The corridor operates across three routes, each designed as a redundancy against the others. The western route moves cargo by rail from Russia through Azerbaijan, south through Baku, across the Caspian by ferry or container ship into Iran’s northern ports, and then by Iranian rail and road to the Persian Gulf. The central route crosses the Caspian directly, ship to ship, between Russian ports and Iranian ports without touching Azerbaijani territory. The eastern route runs overland from Russia through Kazakhstan and Turkmenistan before entering Iran from the northeast. All three branches converge on Iranian territory and feed south to Bandar Abbas.
The numbers tell the shape of what was being built. The corridor reduces the distance between Mumbai and St. Petersburg from 16,000 kilometres via the Suez route to 7,200 kilometres. It reduces transit time between South Asia and Northern Europe from sixty days to thirty. It cuts freight costs by 30 to 40 percent compared to traditional Suez routing, and by up to 55 percent on specific Russia-India legs. From a pure logistics standpoint, it is not a marginal improvement. It is a restructuring.
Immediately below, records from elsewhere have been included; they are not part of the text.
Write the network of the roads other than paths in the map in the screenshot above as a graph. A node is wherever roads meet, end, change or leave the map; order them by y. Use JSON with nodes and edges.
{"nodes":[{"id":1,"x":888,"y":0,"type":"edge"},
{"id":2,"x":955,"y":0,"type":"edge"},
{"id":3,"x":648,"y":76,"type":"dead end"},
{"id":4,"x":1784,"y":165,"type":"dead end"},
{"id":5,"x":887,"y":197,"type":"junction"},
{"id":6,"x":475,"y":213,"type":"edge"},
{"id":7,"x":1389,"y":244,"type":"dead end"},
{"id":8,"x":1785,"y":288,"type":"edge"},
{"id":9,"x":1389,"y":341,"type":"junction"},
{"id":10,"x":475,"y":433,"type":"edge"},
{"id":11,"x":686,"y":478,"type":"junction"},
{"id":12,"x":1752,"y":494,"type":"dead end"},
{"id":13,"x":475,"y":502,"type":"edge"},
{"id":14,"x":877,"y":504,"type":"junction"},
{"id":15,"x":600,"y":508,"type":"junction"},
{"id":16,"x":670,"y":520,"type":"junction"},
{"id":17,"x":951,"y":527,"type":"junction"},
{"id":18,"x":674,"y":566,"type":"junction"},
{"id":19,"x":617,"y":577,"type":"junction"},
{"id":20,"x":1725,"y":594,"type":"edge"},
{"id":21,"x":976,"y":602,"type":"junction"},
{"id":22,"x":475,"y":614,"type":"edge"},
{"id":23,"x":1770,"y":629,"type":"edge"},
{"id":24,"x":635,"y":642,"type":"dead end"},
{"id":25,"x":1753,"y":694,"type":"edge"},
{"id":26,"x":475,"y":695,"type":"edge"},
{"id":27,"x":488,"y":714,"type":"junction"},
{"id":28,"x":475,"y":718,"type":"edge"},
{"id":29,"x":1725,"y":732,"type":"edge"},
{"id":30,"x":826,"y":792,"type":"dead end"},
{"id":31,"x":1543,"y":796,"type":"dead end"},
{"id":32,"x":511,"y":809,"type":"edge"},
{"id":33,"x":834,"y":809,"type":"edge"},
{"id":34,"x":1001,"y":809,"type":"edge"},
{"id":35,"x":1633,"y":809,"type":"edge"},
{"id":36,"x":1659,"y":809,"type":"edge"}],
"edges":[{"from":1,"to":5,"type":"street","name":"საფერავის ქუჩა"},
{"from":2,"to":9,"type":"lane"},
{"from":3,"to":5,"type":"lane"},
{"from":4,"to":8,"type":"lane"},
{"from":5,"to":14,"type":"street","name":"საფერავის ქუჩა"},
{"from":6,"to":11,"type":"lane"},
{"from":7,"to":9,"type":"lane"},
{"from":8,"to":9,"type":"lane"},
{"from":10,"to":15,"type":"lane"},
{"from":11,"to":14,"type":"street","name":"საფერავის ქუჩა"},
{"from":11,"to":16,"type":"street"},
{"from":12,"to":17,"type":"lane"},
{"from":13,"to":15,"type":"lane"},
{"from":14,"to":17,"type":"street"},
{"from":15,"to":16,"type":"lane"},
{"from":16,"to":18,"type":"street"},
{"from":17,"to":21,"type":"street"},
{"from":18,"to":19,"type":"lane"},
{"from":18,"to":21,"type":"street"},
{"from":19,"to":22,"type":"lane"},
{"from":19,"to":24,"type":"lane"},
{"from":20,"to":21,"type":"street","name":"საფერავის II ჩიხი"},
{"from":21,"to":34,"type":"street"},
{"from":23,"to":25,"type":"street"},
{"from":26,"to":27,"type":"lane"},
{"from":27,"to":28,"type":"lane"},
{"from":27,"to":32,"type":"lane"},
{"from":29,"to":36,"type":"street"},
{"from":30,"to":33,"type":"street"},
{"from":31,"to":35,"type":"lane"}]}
For Russia, the corridor offers access to warm-water routes and Indian and Southeast Asian markets without passing through Turkey’s Bosphorus, the Mediterranean, or any waterway subject to European inspection or American surveillance. For Iran, it provides transit revenues, foreign investment in its northern ports, and a role as a regional logistics hub that no sanctions regime can strip without also sanctioning Kazakhstan, India, and Russia simultaneously. For both governments, it functions as a shield against the financial pressure that Washington has used as its primary instrument of coercion for three decades.
The Ports
The corridor’s operational backbone is a chain of ports on both ends of the Caspian, none of which sits within range of any weapon Washington can deploy without triggering a wider war.
On the Russian side: Astrakhan, the largest Volga hub, undergoing a capacity expansion to 25 million tonnes annually, timed for 2026 completion; Makhachkala, the only ice-free Russian Caspian port, a key centre for cargo transshipment and the site of the joint Iranian-Russian maritime consortium negotiations in late 2025; and Olya, a deep-water facility south of Astrakhan. On the Iranian side: Bandar-e Anzali, rebuilt within the Anzali Free Zone with modern quays capable of handling heavy container traffic despite the Caspian’s receding waters; Amirabad, which carries the bulk of dry cargo transit; and Nowshahr.
Between 2021 and 2025, the number of Iranian-registered vessels operating on the Caspian doubled from 47 to 94. The combined annual capacity of Iran’s three Caspian ports reached 32 million tonnes, with a 30 percent expansion planned by 2030. Russia’s fertilizer exports via the INSTC alone reached 2.5 million tonnes in the first half of 2025, a 20 percent increase through corridor routes year-on-year.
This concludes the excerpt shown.